### Data supplied

##########

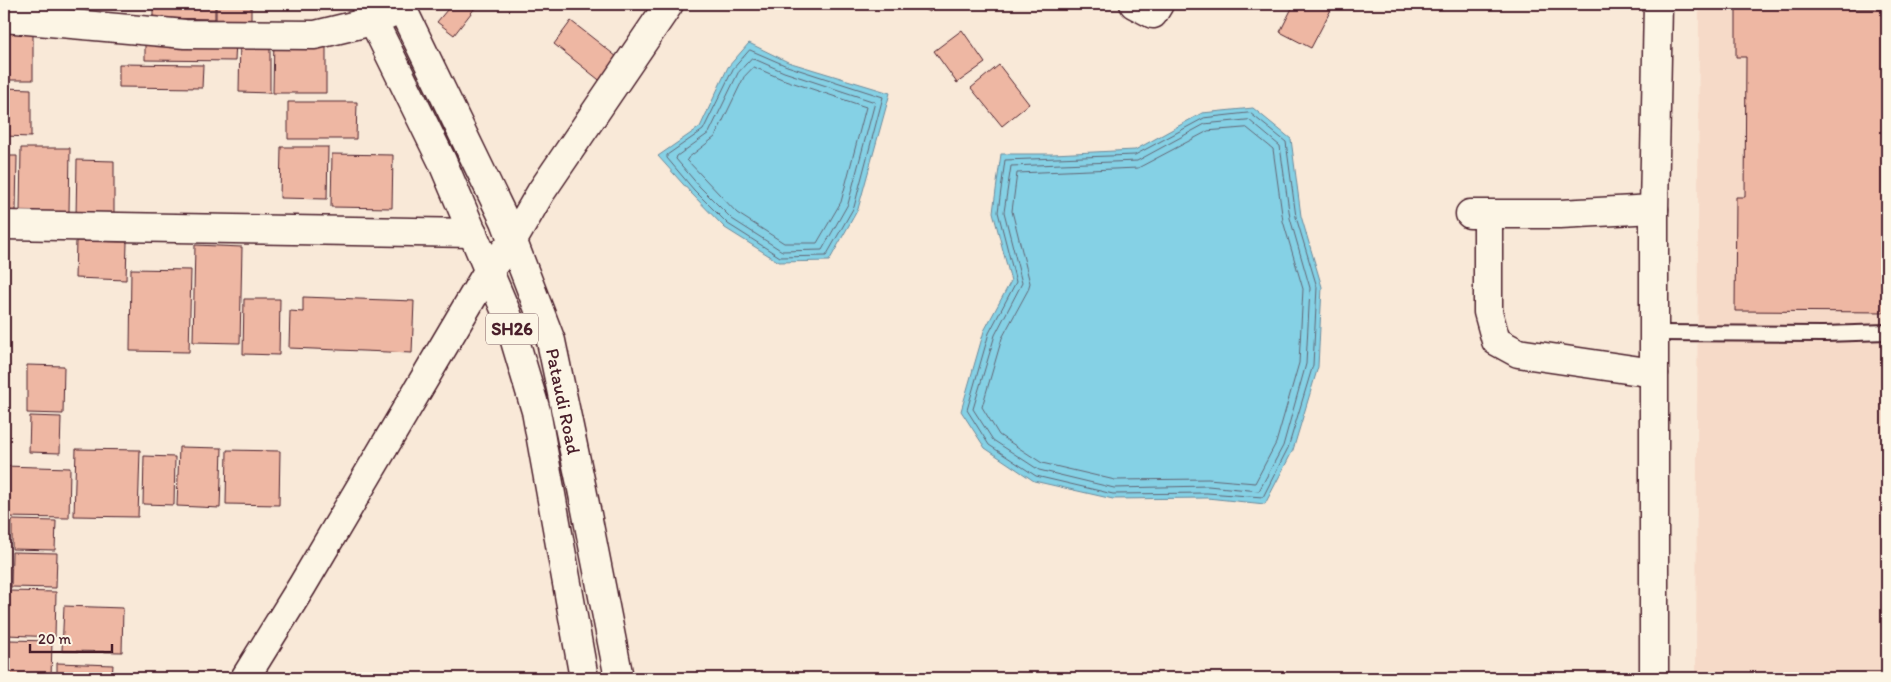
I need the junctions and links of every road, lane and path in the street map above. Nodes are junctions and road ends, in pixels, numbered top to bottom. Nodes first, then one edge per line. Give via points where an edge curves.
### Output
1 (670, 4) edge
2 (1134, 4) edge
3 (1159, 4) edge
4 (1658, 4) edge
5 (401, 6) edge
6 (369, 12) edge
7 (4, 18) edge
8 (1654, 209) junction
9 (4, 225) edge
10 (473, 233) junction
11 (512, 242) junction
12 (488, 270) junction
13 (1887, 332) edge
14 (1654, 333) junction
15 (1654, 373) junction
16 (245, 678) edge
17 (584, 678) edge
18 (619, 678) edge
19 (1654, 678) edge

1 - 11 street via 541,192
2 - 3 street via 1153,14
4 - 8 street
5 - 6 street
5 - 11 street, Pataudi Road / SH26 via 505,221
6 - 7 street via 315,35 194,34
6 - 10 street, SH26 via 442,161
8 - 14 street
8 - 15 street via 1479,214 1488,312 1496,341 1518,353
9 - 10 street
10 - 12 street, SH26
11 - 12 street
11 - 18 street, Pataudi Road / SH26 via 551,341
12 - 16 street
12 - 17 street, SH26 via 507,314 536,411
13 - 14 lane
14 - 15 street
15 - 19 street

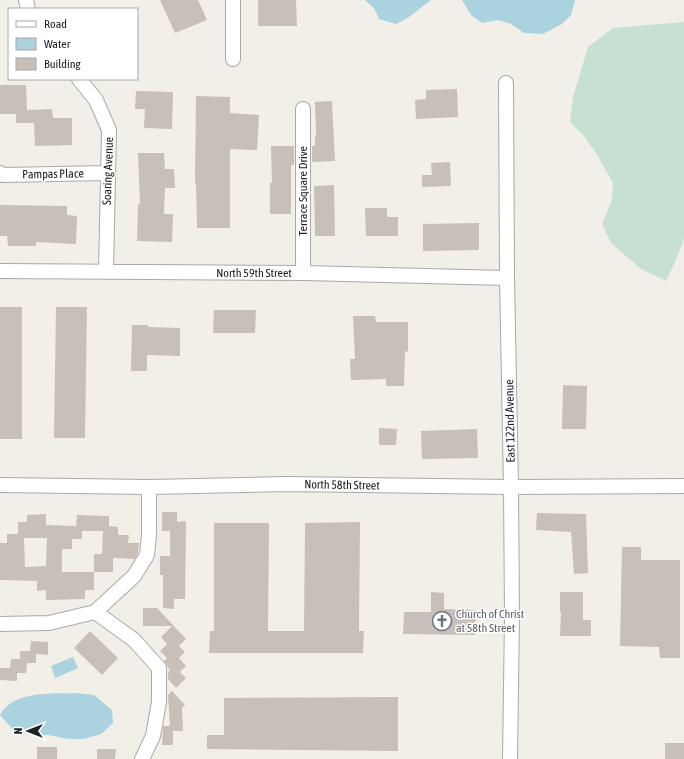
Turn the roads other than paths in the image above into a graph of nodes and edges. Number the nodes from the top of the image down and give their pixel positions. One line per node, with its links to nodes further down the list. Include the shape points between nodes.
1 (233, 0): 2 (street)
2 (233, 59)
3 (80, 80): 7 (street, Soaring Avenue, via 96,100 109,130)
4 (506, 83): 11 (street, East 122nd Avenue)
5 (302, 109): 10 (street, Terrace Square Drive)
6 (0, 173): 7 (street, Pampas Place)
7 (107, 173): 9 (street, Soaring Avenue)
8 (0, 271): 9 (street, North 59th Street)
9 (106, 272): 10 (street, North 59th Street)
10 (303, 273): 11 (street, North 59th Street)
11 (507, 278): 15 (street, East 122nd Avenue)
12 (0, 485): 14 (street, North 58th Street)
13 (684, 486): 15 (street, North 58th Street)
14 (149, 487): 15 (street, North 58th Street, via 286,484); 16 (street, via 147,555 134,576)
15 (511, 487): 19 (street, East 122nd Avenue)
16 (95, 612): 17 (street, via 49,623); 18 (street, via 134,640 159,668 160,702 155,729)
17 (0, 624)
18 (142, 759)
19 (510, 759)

##########

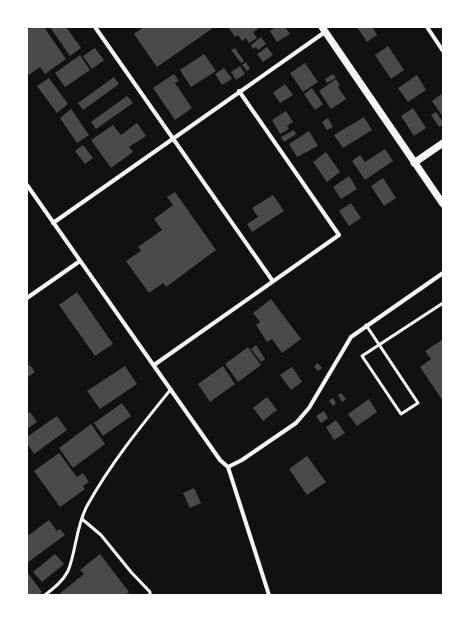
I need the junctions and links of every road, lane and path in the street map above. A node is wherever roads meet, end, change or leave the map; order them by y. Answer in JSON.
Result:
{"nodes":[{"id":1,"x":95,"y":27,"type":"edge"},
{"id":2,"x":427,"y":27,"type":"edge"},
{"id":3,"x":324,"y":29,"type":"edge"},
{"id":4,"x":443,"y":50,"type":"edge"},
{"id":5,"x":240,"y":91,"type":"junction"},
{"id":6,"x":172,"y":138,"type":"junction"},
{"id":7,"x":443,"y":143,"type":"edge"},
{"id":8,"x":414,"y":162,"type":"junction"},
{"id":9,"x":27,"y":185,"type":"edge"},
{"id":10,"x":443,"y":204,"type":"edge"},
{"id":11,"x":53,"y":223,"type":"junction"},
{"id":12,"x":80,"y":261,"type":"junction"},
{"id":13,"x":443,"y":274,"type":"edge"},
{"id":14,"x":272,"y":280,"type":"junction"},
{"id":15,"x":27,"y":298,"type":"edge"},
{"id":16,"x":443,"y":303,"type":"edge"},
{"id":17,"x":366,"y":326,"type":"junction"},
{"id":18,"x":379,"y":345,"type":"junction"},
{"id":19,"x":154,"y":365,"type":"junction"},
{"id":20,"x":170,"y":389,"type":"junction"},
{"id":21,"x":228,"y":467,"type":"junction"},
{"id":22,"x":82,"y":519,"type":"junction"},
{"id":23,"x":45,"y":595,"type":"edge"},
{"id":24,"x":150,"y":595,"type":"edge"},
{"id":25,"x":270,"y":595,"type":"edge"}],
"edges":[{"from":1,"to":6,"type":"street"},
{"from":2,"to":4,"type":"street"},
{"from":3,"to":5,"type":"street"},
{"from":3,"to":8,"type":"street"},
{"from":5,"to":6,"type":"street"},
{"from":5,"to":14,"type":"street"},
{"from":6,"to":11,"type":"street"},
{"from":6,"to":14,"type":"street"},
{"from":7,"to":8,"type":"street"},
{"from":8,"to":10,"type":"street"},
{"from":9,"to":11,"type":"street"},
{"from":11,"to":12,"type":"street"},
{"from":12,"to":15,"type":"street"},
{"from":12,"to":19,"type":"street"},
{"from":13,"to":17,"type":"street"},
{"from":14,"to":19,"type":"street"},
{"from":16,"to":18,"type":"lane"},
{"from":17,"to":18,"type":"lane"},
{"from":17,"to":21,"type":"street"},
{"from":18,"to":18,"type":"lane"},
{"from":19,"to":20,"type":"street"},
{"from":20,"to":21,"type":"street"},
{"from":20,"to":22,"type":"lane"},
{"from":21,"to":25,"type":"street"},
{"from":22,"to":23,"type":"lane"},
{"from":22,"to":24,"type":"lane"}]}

##########

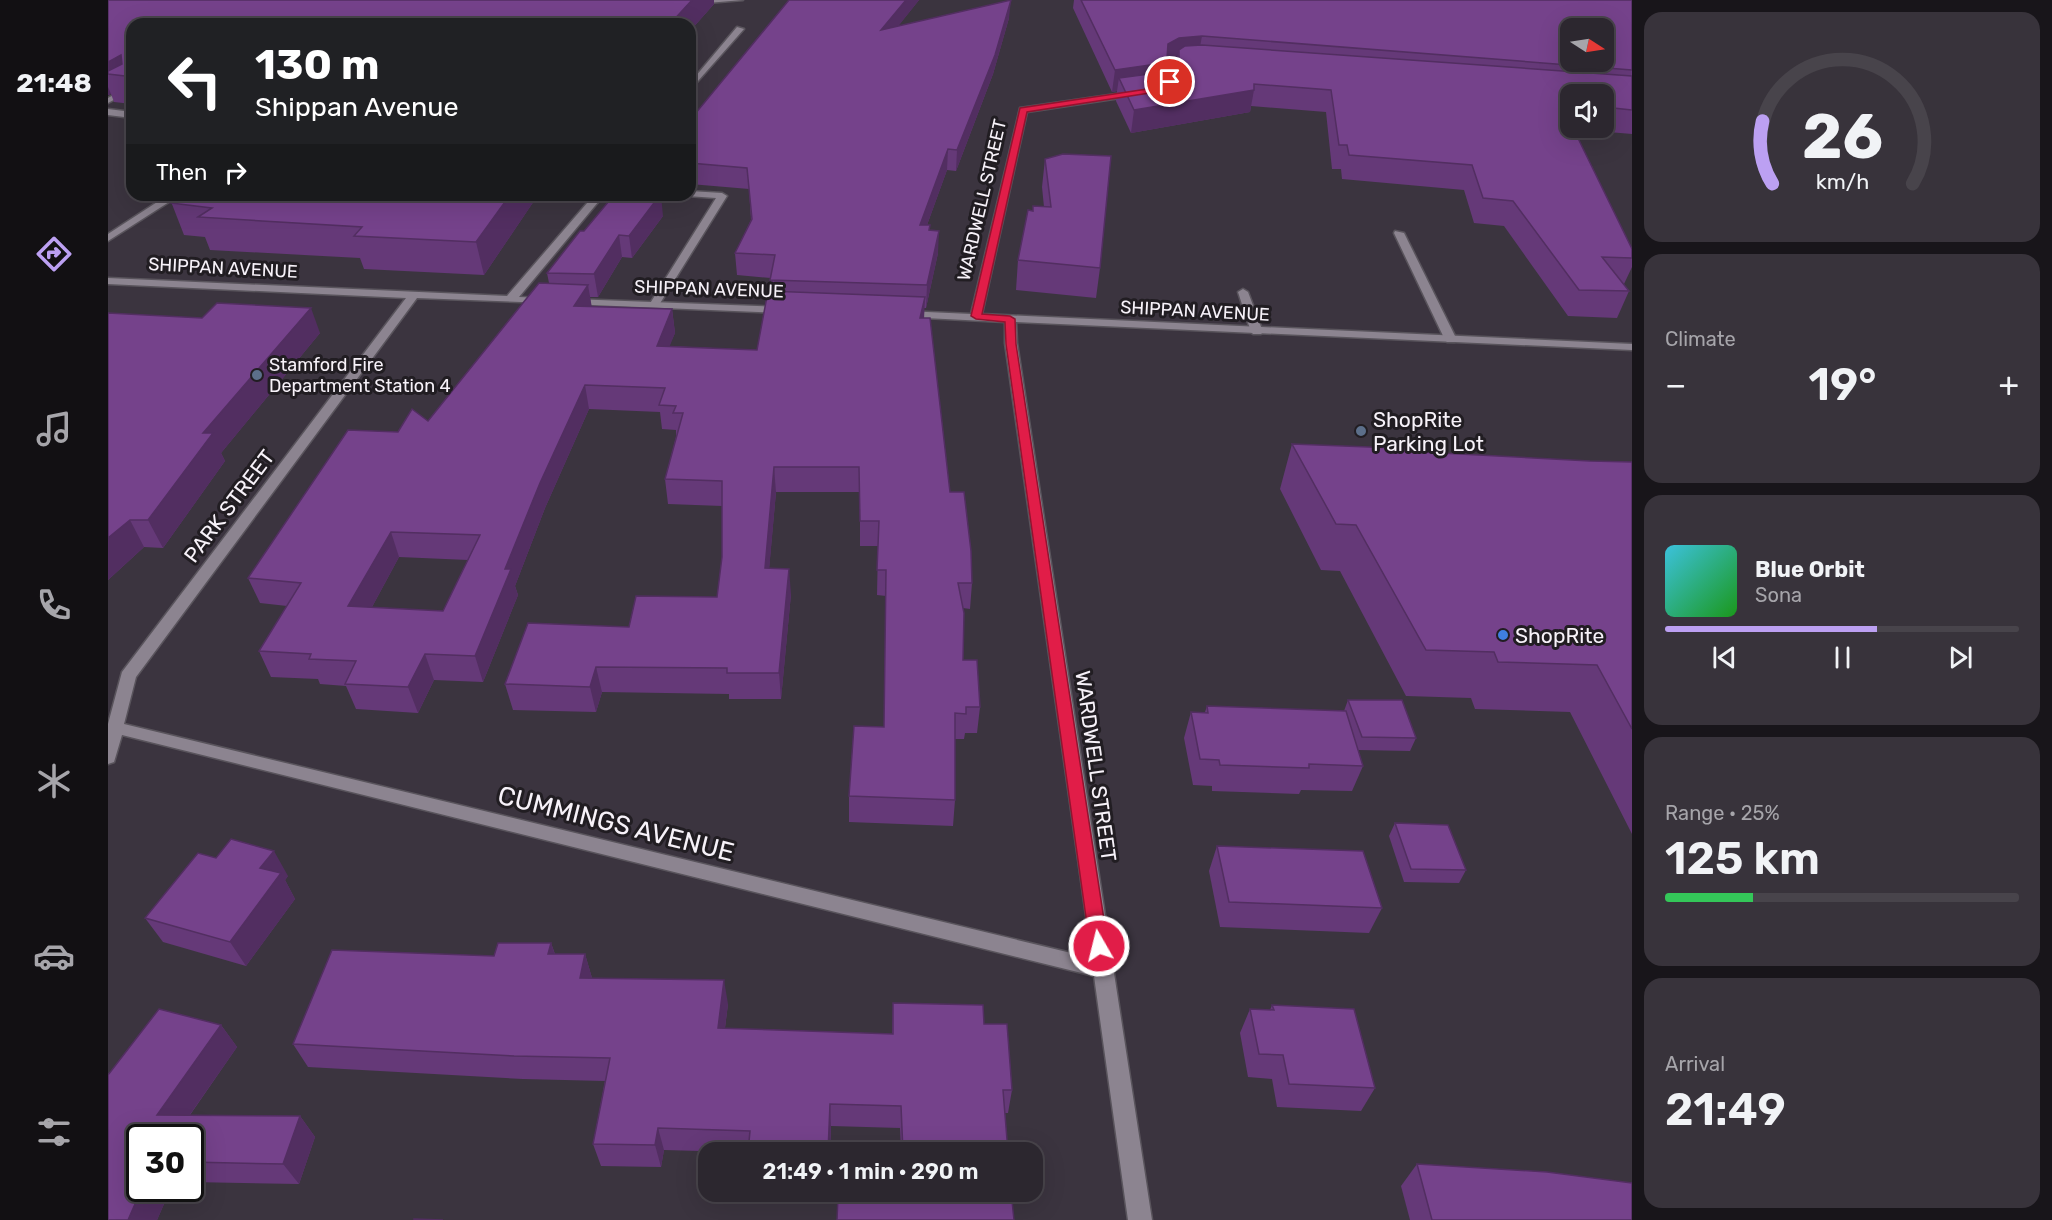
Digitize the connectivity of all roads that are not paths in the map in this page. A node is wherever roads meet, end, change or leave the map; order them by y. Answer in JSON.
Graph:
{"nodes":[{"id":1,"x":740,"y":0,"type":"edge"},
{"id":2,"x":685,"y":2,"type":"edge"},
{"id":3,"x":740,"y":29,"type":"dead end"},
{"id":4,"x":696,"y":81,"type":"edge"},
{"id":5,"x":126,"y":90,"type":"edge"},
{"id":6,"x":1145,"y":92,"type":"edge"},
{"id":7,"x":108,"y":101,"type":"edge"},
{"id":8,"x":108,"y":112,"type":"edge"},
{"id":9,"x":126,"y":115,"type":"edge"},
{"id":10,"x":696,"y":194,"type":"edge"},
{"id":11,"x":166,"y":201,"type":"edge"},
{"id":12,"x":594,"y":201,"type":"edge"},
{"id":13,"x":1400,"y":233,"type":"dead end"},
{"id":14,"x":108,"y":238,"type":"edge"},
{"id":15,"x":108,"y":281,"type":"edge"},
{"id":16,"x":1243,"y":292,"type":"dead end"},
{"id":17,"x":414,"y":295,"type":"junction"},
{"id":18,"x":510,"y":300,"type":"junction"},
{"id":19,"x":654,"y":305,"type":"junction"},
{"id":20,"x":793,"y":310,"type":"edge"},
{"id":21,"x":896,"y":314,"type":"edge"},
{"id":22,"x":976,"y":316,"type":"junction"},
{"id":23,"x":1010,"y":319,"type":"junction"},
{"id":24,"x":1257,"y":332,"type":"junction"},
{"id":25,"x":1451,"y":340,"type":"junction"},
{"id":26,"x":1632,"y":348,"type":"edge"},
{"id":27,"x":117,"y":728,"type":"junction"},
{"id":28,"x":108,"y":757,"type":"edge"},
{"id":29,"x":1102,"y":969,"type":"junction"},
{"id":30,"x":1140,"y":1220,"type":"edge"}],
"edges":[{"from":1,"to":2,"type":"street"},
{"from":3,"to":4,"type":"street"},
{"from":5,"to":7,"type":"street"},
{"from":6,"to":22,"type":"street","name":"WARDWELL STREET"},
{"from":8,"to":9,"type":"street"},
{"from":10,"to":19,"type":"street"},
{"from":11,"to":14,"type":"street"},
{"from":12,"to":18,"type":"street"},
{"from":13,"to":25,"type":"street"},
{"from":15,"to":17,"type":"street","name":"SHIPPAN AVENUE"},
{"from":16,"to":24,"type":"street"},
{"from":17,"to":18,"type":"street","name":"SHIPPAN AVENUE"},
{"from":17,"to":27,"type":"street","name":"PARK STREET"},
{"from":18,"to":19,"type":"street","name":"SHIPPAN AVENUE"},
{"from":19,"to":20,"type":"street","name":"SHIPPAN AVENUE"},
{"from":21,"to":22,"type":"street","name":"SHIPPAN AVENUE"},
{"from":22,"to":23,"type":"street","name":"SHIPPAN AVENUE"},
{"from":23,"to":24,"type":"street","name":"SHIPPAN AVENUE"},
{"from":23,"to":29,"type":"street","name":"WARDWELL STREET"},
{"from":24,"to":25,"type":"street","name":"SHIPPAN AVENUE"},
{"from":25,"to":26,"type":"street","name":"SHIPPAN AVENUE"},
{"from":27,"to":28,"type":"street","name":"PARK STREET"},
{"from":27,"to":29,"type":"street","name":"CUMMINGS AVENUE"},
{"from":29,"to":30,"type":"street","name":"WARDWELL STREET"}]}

##########

The lines to return are those in the entries above that include "need".

### Exercise solution
I need the junctions and links of every road, lane and path in the street map above. Nodes are junctions and road ends, in pixels, numbered top to bottom. Nodes first, then one edge per line. Give via points where an edge curves.
I need the junctions and links of every road, lane and path in the street map above. A node is wherever roads meet, end, change or leave the map; order them by y. Answer in JSON.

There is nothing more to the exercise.